Stored items from a collection
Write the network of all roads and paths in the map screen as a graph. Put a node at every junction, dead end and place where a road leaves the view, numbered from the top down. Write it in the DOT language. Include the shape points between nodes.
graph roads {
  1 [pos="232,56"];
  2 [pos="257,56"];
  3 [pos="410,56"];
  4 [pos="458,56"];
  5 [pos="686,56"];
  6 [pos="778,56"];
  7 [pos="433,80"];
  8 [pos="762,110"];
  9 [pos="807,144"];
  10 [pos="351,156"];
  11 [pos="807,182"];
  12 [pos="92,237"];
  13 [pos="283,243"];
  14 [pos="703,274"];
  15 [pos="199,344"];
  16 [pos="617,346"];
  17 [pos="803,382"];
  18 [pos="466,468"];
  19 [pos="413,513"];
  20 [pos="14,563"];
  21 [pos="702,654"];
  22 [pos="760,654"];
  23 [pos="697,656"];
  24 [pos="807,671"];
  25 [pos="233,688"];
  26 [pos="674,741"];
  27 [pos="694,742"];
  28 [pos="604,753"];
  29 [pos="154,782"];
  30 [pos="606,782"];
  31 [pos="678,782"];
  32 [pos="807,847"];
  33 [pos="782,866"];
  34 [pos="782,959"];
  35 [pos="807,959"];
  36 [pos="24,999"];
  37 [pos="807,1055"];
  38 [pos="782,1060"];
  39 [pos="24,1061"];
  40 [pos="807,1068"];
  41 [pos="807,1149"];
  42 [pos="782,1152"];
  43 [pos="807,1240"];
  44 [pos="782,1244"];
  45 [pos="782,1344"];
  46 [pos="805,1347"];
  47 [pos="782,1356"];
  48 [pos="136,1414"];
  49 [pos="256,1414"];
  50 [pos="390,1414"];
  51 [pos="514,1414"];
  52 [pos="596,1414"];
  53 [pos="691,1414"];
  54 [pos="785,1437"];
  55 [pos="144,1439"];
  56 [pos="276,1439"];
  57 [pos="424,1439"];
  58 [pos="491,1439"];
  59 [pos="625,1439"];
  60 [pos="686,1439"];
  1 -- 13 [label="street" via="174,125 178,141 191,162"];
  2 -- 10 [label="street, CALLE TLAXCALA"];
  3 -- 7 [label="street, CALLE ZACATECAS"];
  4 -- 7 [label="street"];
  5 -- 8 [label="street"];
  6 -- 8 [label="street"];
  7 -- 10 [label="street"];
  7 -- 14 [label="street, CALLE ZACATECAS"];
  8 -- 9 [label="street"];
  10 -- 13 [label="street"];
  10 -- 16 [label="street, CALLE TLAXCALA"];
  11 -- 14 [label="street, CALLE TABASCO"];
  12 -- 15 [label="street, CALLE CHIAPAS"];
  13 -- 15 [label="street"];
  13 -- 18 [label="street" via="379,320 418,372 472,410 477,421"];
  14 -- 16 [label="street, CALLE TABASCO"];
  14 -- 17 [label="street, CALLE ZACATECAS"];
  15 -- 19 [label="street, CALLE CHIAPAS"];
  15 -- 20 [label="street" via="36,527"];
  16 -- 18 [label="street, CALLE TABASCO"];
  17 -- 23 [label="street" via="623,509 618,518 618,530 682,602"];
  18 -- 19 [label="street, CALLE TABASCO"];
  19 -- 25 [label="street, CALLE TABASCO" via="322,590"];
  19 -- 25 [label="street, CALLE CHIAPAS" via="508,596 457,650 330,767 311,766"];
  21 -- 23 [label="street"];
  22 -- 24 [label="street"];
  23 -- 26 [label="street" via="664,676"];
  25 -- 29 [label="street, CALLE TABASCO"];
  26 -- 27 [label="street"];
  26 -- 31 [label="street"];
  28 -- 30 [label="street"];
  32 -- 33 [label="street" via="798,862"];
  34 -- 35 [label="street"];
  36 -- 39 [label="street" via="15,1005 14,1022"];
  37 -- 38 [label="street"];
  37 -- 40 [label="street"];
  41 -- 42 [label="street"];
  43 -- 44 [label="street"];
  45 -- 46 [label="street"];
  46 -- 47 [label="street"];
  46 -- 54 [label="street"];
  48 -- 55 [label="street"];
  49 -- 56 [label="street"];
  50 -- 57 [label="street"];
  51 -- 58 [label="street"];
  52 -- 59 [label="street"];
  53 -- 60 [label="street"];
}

- Exercise goal
Look for the string "CHIAPAS" in the entries above. Copy every line that has it.

- Answer section
  12 -- 15 [label="street, CALLE CHIAPAS"];
  15 -- 19 [label="street, CALLE CHIAPAS"];
  19 -- 25 [label="street, CALLE CHIAPAS" via="508,596 457,650 330,767 311,766"];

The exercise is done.